Junfeng Wu1,2 · Yi Jiang2† · Chuofan Ma2,3
Yuliang Liu1 · Hengshuang Zhao3
Zehuan Yuan2 · Song Bai2* · Xiang Bai1*
1HUST 2ByteDance 3HKU
†project lead *corresponding author
This repo implements Liquid, a scalable and unified autoregressive generation paradigm that seamlessly integrates multimodal comprehension and generation.
2025-03-25: Data processing and model pretraining scripts have been updated in Data.md and TRAIN.md.
2025-03-04: Text-to-image and visual understanding evaluation scripts for Liquid are released in EVAL.md.

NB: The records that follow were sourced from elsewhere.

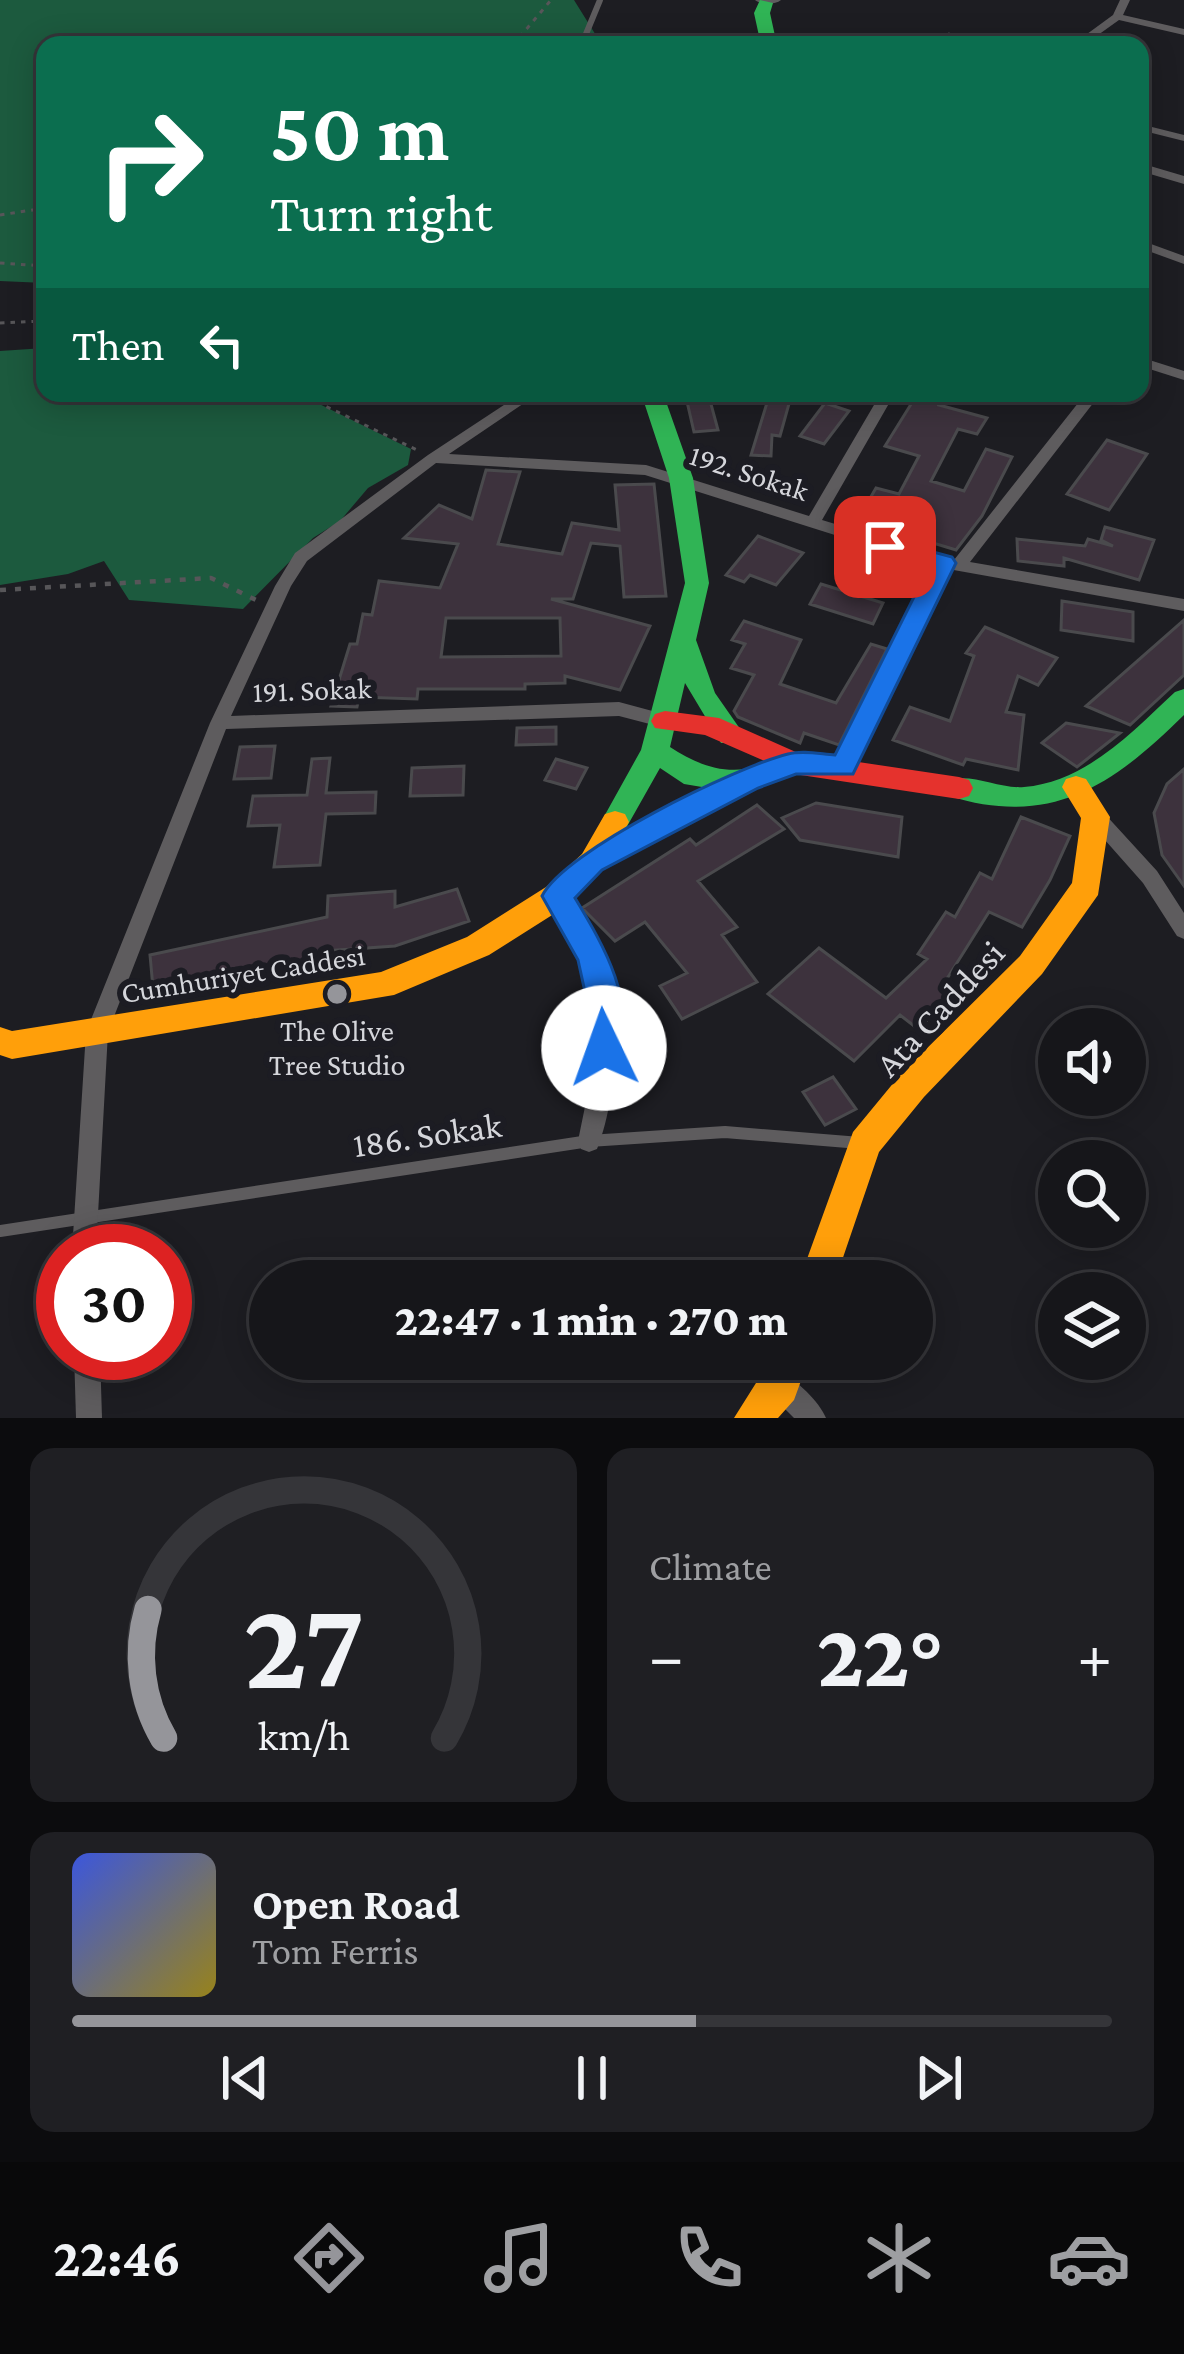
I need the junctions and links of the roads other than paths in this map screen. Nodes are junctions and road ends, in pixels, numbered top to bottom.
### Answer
1 (600, 0) edge
2 (1125, 0) edge
3 (767, 1) edge
4 (1117, 16) junction
5 (1184, 32) edge
6 (586, 36) edge
7 (767, 36) edge
8 (1089, 36) edge
9 (1149, 129) edge
10 (1184, 138) edge
11 (1149, 170) edge
12 (1184, 180) edge
13 (1149, 247) edge
14 (1184, 260) edge
15 (1149, 364) edge
16 (1184, 376) edge
17 (518, 402) edge
18 (655, 402) edge
19 (883, 402) edge
20 (1086, 402) edge
21 (434, 458) junction
22 (681, 478) junction
23 (813, 522) junction
24 (951, 564) junction
25 (1184, 605) edge
26 (685, 644) junction
27 (1184, 699) edge
28 (665, 721) junction
29 (219, 723) junction
30 (731, 735) junction
31 (656, 751) junction
32 (794, 763) junction
33 (843, 767) junction
34 (748, 780) junction
35 (1076, 787) junction
36 (1096, 817) junction
37 (592, 862) junction
38 (557, 896) junction
39 (1184, 930) edge
40 (97, 1032) junction
41 (0, 1041) edge
42 (589, 1142) junction
43 (865, 1143) junction
44 (83, 1219) junction
45 (83, 1224) edge
46 (0, 1232) edge
47 (824, 1260) edge
48 (88, 1380) edge
49 (782, 1380) edge
50 (780, 1386) junction
51 (89, 1418) edge
52 (753, 1418) edge
53 (813, 1418) edge

1 - 6 lane
2 - 4 street
3 - 7 street
4 - 5 street
4 - 8 street
9 - 10 street
11 - 12 street
13 - 14 street
15 - 16 street
17 - 21 street
18 - 22 street, Cumhuriyet Caddesi
19 - 23 street
20 - 24 street
21 - 22 street, 192. Sokak
21 - 29 street
22 - 23 street, 192. Sokak
22 - 26 street, Cumhuriyet Caddesi
23 - 24 street, 192. Sokak
24 - 25 street, 192. Sokak
24 - 33 street
26 - 28 street, Cumhuriyet Caddesi
26 - 30 street
27 - 35 street
28 - 29 street, 191. Sokak
28 - 30 street
28 - 31 street, Cumhuriyet Caddesi
29 - 40 street, 191. Sokak
30 - 32 street
30 - 34 street
31 - 34 street
31 - 37 street, Cumhuriyet Caddesi
32 - 33 street
32 - 34 street
33 - 35 street
34 - 37 street
35 - 36 street
36 - 39 street
36 - 43 street, Ata Caddesi
37 - 38 street, Cumhuriyet Caddesi
38 - 40 street, Cumhuriyet Caddesi
38 - 42 street
40 - 41 street, Cumhuriyet Caddesi
40 - 44 street, 191. Sokak
42 - 43 lane, 186. Sokak
42 - 44 lane, 186. Sokak
43 - 47 street, Ata Caddesi
44 - 45 street, 191. Sokak
44 - 46 lane, 186. Sokak
48 - 51 street
49 - 50 street
50 - 52 street
50 - 53 street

2025-02-28: Paper, demo, model, and project page for Liquid are all released.
- Liquid-7B-IT (Instruction Tuned Multimodal Model with Instruction Following Ability)
- [✅] Web Demo
- [✅] Evaluation
- [✅] Checkpoints
- [✅] Training Codes
- Liquid-0.5B~32B-Pretrain (Multimodal extension models of six different scales ranging from 0.5B to 32B across three model families. )
- Checkpoints
Using Liquid for inference or evaluation doesn't require complex environment dependencies. Since it's essentially a HuggingFace format language model, you only need the transformers
library and some basic components to run it. Refer to EVAL.md for recommended versions.
If deploying on a GPU with less than 30GB VRAM, you may need to enable load_in_8bit
in AutoModelForCausalLM.from_pretrained
in app.py
for image generation to avoid out-of-memory errors.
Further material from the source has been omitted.